Example of a Complex Processing Pipeline#

This is an example of “production code” used for tracking tracers in pipe flow imaging, where particles enter and leave the field of view regularly. This pipeline automatically:

  • Sets an optimum adaptive time window.

  • Runs a first pass of clustering, keeping track of the number of LoRs around the tracers (cluster_size) and relative location error (error).

  • Removes locations with too few LoRs or large errors.

  • Sets a new optimum adaptive time window for a second pass of clustering.

  • Removes spurious points while the tracer is out of the field of view.

  • Separates out different tracer trajectories, removes the ones with too few points and groups them by trajectory.

  • Computes the tracer velocity at each location on each trajectory.

  • Removes locations at the edges of the detectors.

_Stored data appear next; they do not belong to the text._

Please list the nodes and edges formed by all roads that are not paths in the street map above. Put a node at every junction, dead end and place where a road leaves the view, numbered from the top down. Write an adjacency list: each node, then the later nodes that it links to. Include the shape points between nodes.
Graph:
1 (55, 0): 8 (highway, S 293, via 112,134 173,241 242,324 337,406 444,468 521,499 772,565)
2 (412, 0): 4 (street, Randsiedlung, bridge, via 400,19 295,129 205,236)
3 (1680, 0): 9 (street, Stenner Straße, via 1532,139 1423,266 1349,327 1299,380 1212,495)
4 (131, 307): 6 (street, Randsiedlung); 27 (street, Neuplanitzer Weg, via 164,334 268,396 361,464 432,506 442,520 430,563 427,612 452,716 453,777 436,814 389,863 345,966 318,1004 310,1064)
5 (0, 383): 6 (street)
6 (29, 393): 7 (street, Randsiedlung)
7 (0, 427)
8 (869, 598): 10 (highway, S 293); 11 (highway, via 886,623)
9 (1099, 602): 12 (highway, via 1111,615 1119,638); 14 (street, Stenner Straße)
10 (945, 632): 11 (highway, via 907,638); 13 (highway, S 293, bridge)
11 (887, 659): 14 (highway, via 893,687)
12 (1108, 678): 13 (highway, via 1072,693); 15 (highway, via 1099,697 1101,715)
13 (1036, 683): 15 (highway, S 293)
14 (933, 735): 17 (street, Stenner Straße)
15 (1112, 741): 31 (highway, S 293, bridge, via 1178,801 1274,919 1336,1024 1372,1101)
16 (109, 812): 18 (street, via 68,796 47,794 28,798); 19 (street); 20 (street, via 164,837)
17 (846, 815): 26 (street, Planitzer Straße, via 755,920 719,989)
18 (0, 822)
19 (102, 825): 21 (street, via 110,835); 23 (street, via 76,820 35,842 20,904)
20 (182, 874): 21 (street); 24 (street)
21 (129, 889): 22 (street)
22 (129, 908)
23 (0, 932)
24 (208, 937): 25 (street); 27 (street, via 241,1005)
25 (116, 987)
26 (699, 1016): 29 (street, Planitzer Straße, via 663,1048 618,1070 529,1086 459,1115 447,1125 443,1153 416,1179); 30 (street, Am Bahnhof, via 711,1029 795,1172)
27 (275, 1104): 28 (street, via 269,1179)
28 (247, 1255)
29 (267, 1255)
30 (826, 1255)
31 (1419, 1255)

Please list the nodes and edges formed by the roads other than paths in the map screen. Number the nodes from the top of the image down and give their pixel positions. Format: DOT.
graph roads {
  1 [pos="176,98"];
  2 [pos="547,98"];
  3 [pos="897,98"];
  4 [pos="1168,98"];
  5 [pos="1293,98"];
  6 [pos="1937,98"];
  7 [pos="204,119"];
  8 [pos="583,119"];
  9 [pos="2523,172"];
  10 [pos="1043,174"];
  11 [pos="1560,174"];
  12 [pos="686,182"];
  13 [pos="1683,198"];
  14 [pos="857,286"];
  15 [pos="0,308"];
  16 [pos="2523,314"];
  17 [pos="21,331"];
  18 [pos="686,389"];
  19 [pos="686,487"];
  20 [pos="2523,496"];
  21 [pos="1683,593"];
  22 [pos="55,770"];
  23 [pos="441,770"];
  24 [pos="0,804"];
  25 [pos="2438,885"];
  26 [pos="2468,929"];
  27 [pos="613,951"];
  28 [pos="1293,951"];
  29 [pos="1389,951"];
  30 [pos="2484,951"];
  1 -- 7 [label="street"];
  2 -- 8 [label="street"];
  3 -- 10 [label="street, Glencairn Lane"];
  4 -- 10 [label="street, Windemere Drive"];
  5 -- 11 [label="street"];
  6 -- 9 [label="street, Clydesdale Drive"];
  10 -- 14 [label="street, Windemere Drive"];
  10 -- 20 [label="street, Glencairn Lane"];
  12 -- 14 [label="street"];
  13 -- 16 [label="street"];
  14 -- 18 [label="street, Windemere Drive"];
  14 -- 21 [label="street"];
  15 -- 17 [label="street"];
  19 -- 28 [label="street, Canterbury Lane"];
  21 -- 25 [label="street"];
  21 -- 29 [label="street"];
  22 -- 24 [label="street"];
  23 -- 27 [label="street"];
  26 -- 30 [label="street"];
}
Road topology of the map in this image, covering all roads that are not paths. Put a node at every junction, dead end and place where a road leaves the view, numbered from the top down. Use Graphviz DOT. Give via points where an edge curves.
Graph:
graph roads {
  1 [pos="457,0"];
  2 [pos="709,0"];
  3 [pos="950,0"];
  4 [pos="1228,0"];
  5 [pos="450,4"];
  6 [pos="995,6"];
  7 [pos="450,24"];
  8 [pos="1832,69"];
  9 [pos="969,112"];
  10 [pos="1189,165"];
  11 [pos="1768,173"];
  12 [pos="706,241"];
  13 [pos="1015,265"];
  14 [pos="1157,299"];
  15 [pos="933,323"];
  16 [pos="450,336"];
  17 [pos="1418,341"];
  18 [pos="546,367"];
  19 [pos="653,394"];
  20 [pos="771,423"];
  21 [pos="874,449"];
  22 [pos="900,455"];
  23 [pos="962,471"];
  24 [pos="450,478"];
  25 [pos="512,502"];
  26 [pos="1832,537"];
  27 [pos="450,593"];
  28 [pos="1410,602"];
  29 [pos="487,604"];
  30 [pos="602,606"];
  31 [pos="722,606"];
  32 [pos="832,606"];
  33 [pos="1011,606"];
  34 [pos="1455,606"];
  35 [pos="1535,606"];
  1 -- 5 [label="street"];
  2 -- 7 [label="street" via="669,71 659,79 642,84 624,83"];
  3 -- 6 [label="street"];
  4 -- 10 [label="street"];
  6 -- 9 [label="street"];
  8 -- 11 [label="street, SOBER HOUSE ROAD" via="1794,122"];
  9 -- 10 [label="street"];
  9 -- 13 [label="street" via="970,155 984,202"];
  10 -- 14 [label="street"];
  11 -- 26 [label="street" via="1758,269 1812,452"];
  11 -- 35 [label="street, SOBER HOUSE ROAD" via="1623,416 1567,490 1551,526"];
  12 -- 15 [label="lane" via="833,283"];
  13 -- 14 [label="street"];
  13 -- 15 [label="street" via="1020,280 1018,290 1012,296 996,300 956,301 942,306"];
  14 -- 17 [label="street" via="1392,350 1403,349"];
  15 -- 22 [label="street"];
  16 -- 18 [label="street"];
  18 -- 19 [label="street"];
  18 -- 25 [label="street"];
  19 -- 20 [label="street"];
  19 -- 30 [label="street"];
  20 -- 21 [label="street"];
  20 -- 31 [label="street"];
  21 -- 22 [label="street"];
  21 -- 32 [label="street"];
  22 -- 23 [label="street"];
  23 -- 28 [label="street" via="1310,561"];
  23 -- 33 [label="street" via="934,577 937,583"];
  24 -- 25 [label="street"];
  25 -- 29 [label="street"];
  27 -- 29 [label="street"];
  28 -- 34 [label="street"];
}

Each individual step could be an entire program on its own; with the PEPT Pipeline architecture, they can be chained in 17 lines of Python code, automatically using all processors available on parallelisable sections.

# Create PEPT-ML processing pipeline
pipeline = pept.Pipeline([
    OptimizeWindow(200, overlap = 0.5) + Debug(1),

    # First pass of clustering
    Cutpoints(max_distance = 0.2),
    HDBSCAN(true_fraction = 0.15),
    SplitLabels() + Centroids(cluster_size = True, error = True),

    # Remove erroneous points
    Condition("cluster_size > 30, error < 20"),

    # Second pass of clustering
    OptimizeWindow(30, overlap = 0.95) + Debug(1),
    HDBSCAN(true_fraction = 0.6),
    SplitLabels() + Centroids(),

    # Remove sparse points in time
    OutOfViewFilter(200.),

    # Trajectory separation
    Segregate(window = 20, cut_distance = 20, min_trajectory_size = 20),
    Condition("label >= 0"),
    GroupBy("label"),

    # Velocity computation
    Velocity(11),
    Velocity(11, absolute = True),

    # Cutoff points outside this region
    Condition("y > 100, y < 500"),

    Stack(),
])